- Opening Delimiter -

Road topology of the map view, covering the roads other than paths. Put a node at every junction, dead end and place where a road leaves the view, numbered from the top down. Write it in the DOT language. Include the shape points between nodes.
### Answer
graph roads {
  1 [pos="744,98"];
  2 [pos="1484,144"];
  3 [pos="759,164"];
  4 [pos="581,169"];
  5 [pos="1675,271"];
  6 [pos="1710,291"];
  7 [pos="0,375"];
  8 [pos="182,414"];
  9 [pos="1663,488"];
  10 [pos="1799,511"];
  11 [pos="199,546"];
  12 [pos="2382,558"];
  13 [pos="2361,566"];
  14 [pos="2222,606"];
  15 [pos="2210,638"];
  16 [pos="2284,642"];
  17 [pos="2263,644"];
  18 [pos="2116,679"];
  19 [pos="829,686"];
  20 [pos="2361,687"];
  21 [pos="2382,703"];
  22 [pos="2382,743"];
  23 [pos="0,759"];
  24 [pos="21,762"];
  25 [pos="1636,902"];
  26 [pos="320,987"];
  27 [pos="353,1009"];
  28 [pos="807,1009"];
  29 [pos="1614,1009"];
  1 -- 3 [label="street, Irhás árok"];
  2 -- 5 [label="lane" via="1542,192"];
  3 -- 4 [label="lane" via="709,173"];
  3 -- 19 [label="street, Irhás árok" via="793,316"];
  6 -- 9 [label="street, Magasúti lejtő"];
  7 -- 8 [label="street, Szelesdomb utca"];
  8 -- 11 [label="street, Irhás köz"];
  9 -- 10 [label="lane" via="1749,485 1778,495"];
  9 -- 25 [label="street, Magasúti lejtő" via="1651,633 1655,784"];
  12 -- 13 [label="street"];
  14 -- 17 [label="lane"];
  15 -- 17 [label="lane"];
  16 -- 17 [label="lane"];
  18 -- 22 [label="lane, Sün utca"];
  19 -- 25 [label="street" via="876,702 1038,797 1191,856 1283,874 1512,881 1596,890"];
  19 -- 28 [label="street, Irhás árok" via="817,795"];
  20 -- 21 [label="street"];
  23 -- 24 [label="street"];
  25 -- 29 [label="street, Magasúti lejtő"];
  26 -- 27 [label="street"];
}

- Closing Delimiter -

Copy every line of the records above exactly.

Road topology of the map view, covering the roads other than paths. Put a node at every junction, dead end and place where a road leaves the view, numbered from the top down. Write it in the DOT language. Include the shape points between nodes.
### Answer
graph roads {
  1 [pos="744,98"];
  2 [pos="1484,144"];
  3 [pos="759,164"];
  4 [pos="581,169"];
  5 [pos="1675,271"];
  6 [pos="1710,291"];
  7 [pos="0,375"];
  8 [pos="182,414"];
  9 [pos="1663,488"];
  10 [pos="1799,511"];
  11 [pos="199,546"];
  12 [pos="2382,558"];
  13 [pos="2361,566"];
  14 [pos="2222,606"];
  15 [pos="2210,638"];
  16 [pos="2284,642"];
  17 [pos="2263,644"];
  18 [pos="2116,679"];
  19 [pos="829,686"];
  20 [pos="2361,687"];
  21 [pos="2382,703"];
  22 [pos="2382,743"];
  23 [pos="0,759"];
  24 [pos="21,762"];
  25 [pos="1636,902"];
  26 [pos="320,987"];
  27 [pos="353,1009"];
  28 [pos="807,1009"];
  29 [pos="1614,1009"];
  1 -- 3 [label="street, Irhás árok"];
  2 -- 5 [label="lane" via="1542,192"];
  3 -- 4 [label="lane" via="709,173"];
  3 -- 19 [label="street, Irhás árok" via="793,316"];
  6 -- 9 [label="street, Magasúti lejtő"];
  7 -- 8 [label="street, Szelesdomb utca"];
  8 -- 11 [label="street, Irhás köz"];
  9 -- 10 [label="lane" via="1749,485 1778,495"];
  9 -- 25 [label="street, Magasúti lejtő" via="1651,633 1655,784"];
  12 -- 13 [label="street"];
  14 -- 17 [label="lane"];
  15 -- 17 [label="lane"];
  16 -- 17 [label="lane"];
  18 -- 22 [label="lane, Sün utca"];
  19 -- 25 [label="street" via="876,702 1038,797 1191,856 1283,874 1512,881 1596,890"];
  19 -- 28 [label="street, Irhás árok" via="817,795"];
  20 -- 21 [label="street"];
  23 -- 24 [label="street"];
  25 -- 29 [label="street, Magasúti lejtő"];
  26 -- 27 [label="street"];
}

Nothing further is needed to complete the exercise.